SINGKIL, (Panjimas.com) – Bupati Aceh Singkil H. Safriadi, SH mengadakan pertemuan dengan tokoh agama Islam dan Kristen di Aula Mapolres Aceh Singkil, Senin (4/4/2016). Pertemuan tersebut membahas upaya perdamaian antara kedua belah pihak sebagai tindak lanjut dari penyelesaian konflik yang pecah 13 Oktober 2015 lalu. Rencananya, proses perdamaian akan dilakukan tanggal 13 April 2016 di lapangan Meriam Sipoli Kecamatan Gunung Meriah Kabupaten Aceh Singkil dihadiri Menkopohukam, Menteri Agama dan Menteri dalam Negeri.
Dalam pertemuan tersebut hadir Bupati Aceh Singkil, Ketua DPRK Aceh Singkil, Kapolres Aceh Singkil, Dandim 0109 Aceh Singkil, Sekda Aceh Singkil, Perwakilan dari Kajari Aceh Singkil, Ketua FKUB Aceh Singkil, Kakankemenag Aceh Singkil, Ketua MPU Aceh Singkil, Ketua Pengadilan Negeri Aceh Singkil dan Ketua Mahkamah Syari’ah Aceh Singkil. Hadir pula beberapa kepala dinas, para asisten, para camat Kecamatan lokasi pembangunan gereja, para kepala desa dan beberapa undangan lainnya.

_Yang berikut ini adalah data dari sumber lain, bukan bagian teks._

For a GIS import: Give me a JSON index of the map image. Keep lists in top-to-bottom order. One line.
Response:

Pertemuan tersebut dibuat dalam dua sesi. Pertama untuk ummat Islam selanjutnya untuk ummat Kristen. Pada sesi pertama, beberapa tokoh Islam menyampaikan pandangannya. Ketua FUI Aceh Singkil Tgk. Hambalisyah Sinaga mengharapkan, perdamaian yang dihasilkan bukanlah perdamaian semu, sehingga pada saat kedatangan para menteri dari Jakarta, tidak ada lagi tatapan tak bersahabat, apalagi dendam dan benci dalam hati.
Karena itu Tgk. Hambali mengharapkan pemerintah harus fokus pada proses perdamaian. “Sebelum izin dikeluarkan, kami meminta agar pemerintah melakukan rekonsiliasi sesuai dengan UU nomor 7 Tahun 2012”. Menurut Tgk. Hambali, kedamaian ini perlu mengingat pendirian rumah ibadah juga bertujuan untuk ketenangan ibadah, bukan untuk provokasi apalagi menganggu ketentraman.

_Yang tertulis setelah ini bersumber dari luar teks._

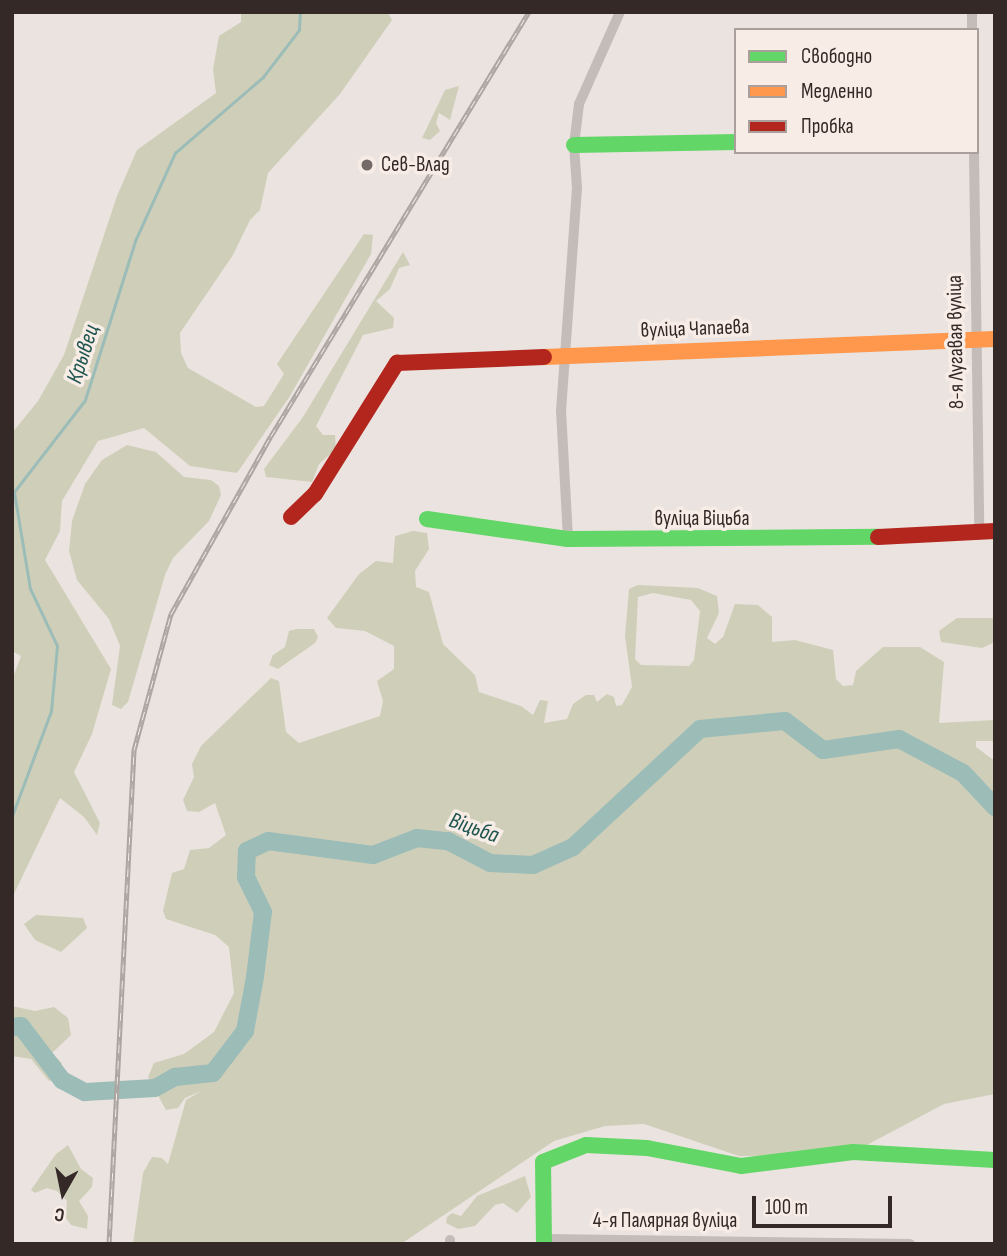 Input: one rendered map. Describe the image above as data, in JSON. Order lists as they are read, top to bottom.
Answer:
{
  "streets": {
    "street": [
      "вуліца Чапаева",
      "8-я Лугавая вуліца",
      "вуліца Віцьба",
      "4-я Палярная вуліца"
    ]
  },
  "crossings": [
    ["вуліца Чапаева", "8-я Лугавая вуліца"],
    ["8-я Лугавая вуліца", "вуліца Віцьба"]
  ],
  "water": ["Крывец", "Віцьба"],
  "places": ["Сев-Влад"],
  "legend": ["Свободно", "Медленно", "Пробка"],
  "scale_bar": "100 m",
  "north": "bottom"
}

Tgk. Yakarim Munir dari MUA (Majlis Ulama Aceh) Aceh Singkil menambahkan, pemerintah harus memperhatikan korban dari pihak muslim, seperti korban meninggal dan luka tembak, bahkan korban yang dipukuli oleh oknum TNI. “Tidak ada salahnya kalau bapak Dandim memberikan santunan alakadarnya kepada korban yang diduga dipukul oknum TNI”. Sebut Tgk. Yakarim.
Masukan lain disampaikan oleh Ketua NU (Nahdlatul Ulama) Aceh Singkil, Tgk. H. Rosman Hasmi. Ia mengatakan, pemerintah seyogyanya selalu beriringan dengan ulama dan mendengarkan nasehat ulama. Namun ulama yang dimaksud adalah ulama yang benar-benar mampu mengungkapkan kebanaran sekalipun pahit. Bukan ulama yang menyenangkan hati bupati saja. “teman yang baik adalah teman yang berani mengatakan kesalahan kita, bukan yang asik memuji. Bisa terlena dengan pujian” tambahnya.

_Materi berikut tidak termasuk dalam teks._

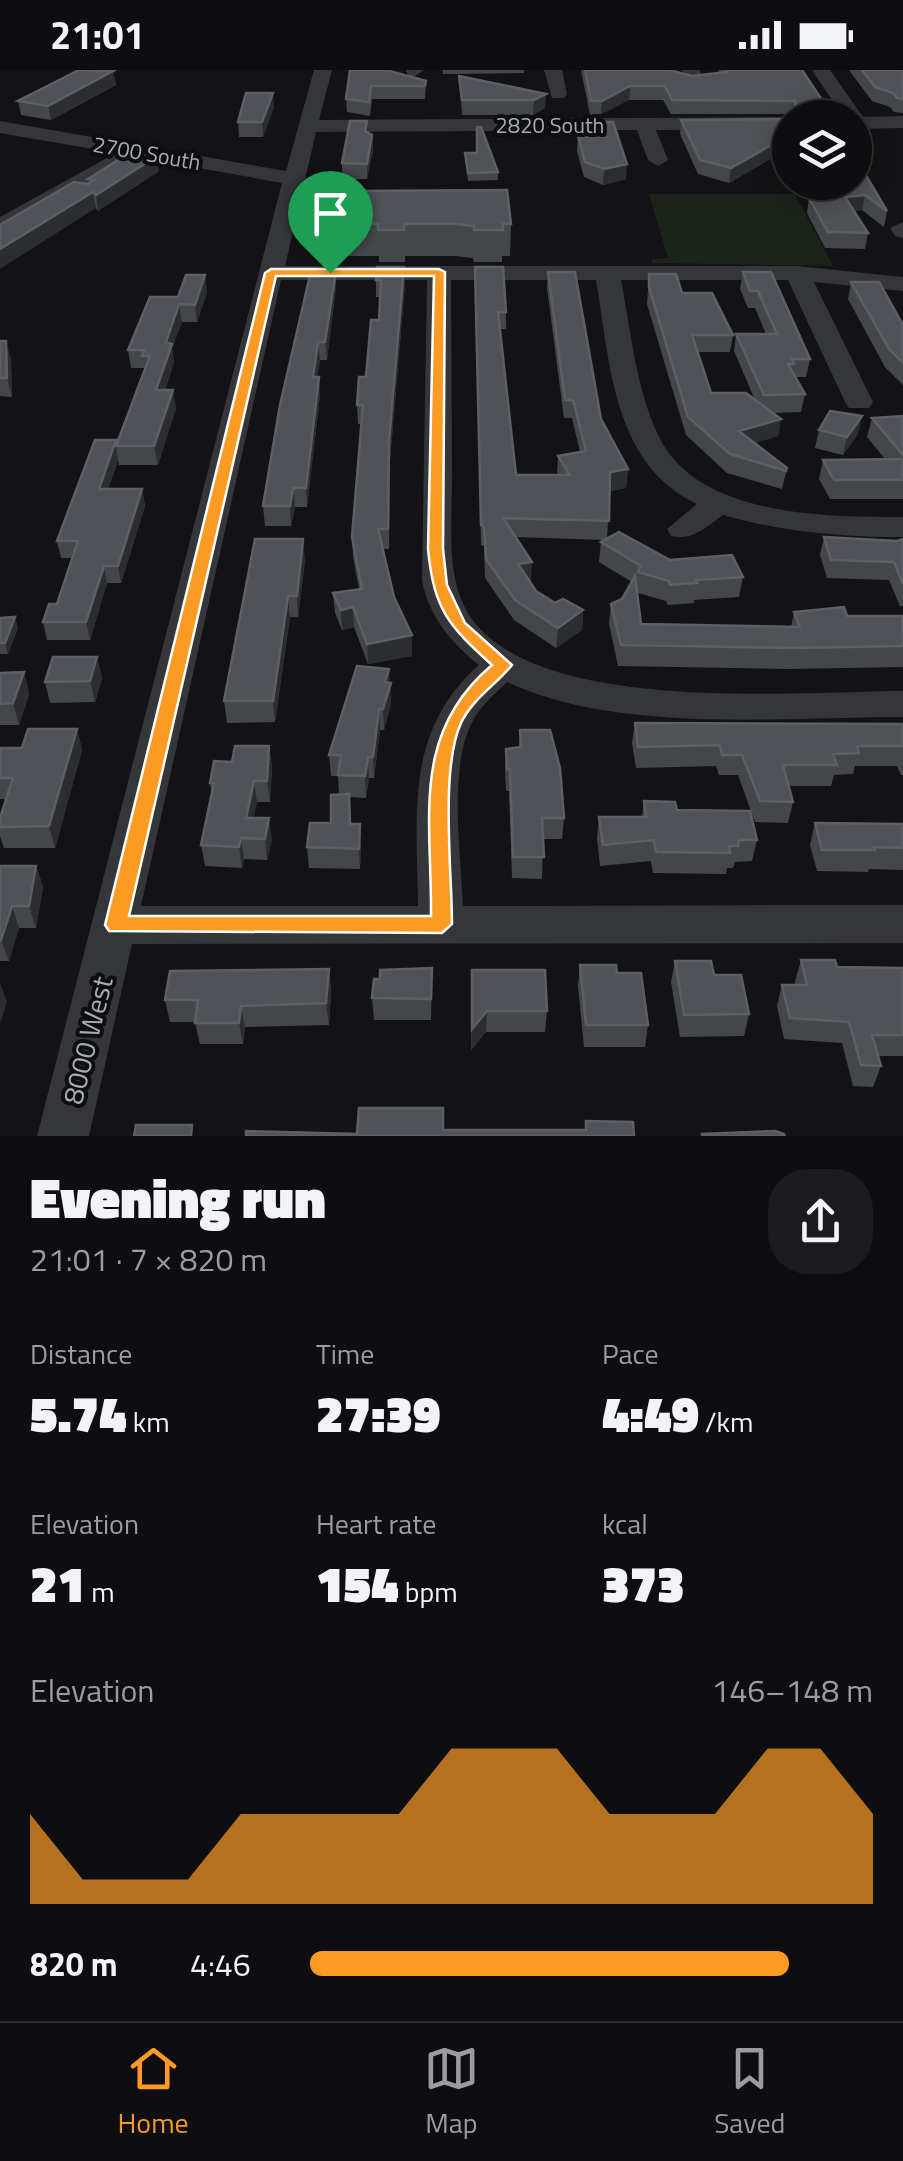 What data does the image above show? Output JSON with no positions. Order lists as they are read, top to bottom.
{
  "streets": {
    "street": ["2820 South", "2700 South", "8000 West"]
  },
  "crossings": [
    ["2820 South", "8000 West"],
    ["2700 South", "8000 West"]
  ],
  "page": {
    "status": "21:01",
    "heading": ["Evening run", "21:01 · 7 × 820 m"],
    "stats": [
      ["Distance", "5.74 km"],
      ["Time", "27:39"],
      ["Pace", "4:49 /km"],
      ["Elevation", "21 m"],
      ["Heart rate", "154 bpm"],
      ["kcal", "373"]
    ],
    "chart": ["Elevation", "146–148 m"],
    "list": [
      {
        "name": "820 m",
        "note": "4:46"
      }
    ],
    "tabs": ["Home", "Map", "Saved"]
  }
}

Menanggapi masukan yang disampaikan masyarakat, Bupati Aceh Singkil mengatakan proses rekonsiliasi telah berjalan. Bupati mengatakan, telah dua kali mengunjungi korban dari pihak muslim. “kita sudah mengunjungi korban (dari pihak muslim). Sudah dua kali, ini fotonya”. Kata Bupati sambil menujukkan foto dokumentasi.
Tokoh Kristen Boas Tumangger ‘Walk Out’
Setelah sesi pertama selesai, pertemuan dilanjutkan dengan ummat Kristen. Sesi kedua tidak berlangsung lama sebab salah seorang tokoh Kristen Protestan, Boas Tumangger melakukan ‘walk out’ (meninggalkan ruangan) bersama para pendukungnya.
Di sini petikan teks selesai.